Nur Ignoranten glaubten, daß Silvio Berlusconi still zusehen würde, wie sein Nachfolger im Amt des Ministerpräsidenten, Romano Prodi, das Land weiter ungehindert regiert. Denn Prodi, der 2006 mit nur einem knappen 0,6-Prozent-Vorsprung an die Macht kam, ist längst zum Spielball der radikalen Linken in seinem heterogenen Mitte-Links-Bündnis geworden. Und Italien bleibt zutiefst gespalten und polarisiert. Als eine "Konfetti-Gesellschaft" charakterisierte der italienische Soziologe Giuseppe De Rita den derzeitigen Zustand der italienischen Gesellschaft.
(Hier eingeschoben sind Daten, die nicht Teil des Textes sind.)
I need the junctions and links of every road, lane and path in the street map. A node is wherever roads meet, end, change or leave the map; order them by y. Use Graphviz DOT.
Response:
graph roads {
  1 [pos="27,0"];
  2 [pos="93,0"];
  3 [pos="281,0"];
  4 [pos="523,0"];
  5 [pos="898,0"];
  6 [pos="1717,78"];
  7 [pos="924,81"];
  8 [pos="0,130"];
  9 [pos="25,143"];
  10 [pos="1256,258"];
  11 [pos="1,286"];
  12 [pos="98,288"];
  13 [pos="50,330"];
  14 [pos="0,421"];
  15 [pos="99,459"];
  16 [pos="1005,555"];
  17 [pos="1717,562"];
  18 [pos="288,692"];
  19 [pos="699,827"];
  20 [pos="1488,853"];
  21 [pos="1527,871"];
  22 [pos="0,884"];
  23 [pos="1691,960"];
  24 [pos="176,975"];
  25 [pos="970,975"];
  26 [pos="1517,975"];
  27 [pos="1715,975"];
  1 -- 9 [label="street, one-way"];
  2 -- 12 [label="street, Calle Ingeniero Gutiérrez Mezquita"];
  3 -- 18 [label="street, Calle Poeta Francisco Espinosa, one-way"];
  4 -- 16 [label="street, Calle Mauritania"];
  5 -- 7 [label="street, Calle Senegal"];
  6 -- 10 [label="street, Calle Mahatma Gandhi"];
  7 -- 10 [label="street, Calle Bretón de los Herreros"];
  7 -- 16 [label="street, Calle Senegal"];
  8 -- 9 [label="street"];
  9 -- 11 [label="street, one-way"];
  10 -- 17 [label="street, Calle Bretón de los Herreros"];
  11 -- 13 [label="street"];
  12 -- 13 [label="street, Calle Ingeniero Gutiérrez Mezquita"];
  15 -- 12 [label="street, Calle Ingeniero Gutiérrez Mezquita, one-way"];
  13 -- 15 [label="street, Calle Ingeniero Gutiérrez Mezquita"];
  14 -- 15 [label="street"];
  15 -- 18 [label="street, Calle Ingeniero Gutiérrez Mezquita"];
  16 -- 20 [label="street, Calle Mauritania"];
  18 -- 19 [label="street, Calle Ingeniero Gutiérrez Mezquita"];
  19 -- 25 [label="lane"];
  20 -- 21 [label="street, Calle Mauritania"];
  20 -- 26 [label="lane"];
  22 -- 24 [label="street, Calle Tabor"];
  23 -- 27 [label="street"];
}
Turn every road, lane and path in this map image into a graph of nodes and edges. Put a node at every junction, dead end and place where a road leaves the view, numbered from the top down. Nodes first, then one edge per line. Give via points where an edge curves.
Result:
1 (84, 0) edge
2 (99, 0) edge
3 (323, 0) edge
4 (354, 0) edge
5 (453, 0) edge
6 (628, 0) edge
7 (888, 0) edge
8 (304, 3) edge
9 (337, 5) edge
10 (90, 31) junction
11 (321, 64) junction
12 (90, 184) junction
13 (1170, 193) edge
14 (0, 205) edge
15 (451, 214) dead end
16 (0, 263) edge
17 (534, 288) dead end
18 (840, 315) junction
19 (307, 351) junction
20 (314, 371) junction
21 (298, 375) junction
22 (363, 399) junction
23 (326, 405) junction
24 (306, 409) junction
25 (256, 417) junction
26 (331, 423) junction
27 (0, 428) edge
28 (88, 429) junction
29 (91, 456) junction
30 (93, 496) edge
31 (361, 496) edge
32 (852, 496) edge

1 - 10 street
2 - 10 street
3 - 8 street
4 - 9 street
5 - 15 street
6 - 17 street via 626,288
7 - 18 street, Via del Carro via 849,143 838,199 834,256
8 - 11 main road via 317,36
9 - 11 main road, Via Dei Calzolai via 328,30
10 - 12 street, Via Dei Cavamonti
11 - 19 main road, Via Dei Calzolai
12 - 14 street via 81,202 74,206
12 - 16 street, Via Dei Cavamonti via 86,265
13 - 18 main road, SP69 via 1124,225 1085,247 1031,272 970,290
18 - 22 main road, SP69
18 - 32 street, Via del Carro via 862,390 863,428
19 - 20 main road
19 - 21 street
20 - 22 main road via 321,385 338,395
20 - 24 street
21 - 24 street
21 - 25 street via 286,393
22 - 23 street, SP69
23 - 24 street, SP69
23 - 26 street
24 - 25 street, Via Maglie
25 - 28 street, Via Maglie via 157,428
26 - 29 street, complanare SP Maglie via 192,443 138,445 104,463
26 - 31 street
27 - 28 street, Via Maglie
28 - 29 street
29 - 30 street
Nachdem die Umfrageergebnisse von Prodis Regierungskoalition immer tiefer in den Keller rutschen, wurde Walter Veltroni als neuer Hoffnungsträger der Linken Italiens auserwählt (JF 31-32/07). Der römische Bürgermeister soll die neu geschaffene linke Demokratische Partei (PD), die im Oktober auf einem konstituierenden Kongreß offiziell gegründet wird, zum Siege führen. Ziel dieser angeblich bürgernahen und reformorientierten linken Sammelbewegung (dominiert von Postkommunisten und linken Ex-Christdemokraten) soll es sein, mit einem modernen, gemäßigten politischen Image und einer Öffnung zur Mitte hin neue Wähler zu ködern.

Mit dieser Ankündigung hatte die Stunde für Berlusconi geschlagen. Es ist wahrscheinlich sein letzter Coup. Denn der Oppositionschef und Führer der rechtsliberalen Ex-Regierungspartei Forza Italia (FI) ist zutiefst frustiert. Einerseits ist Prodi trotz ständigem Gerangel im Mitte-Links-Bündnis L'Unione und verlorener Parlaments-abstimmungen immer noch an der Macht. Andererseits müpfen seine eigenen Verbündeten im "Haus der Freiheiten" (Casa delle libertà) immer wieder gegen ihn auf. Denn der bald 71jährige hat sein Streben zurück an die Macht nie aufgegeben.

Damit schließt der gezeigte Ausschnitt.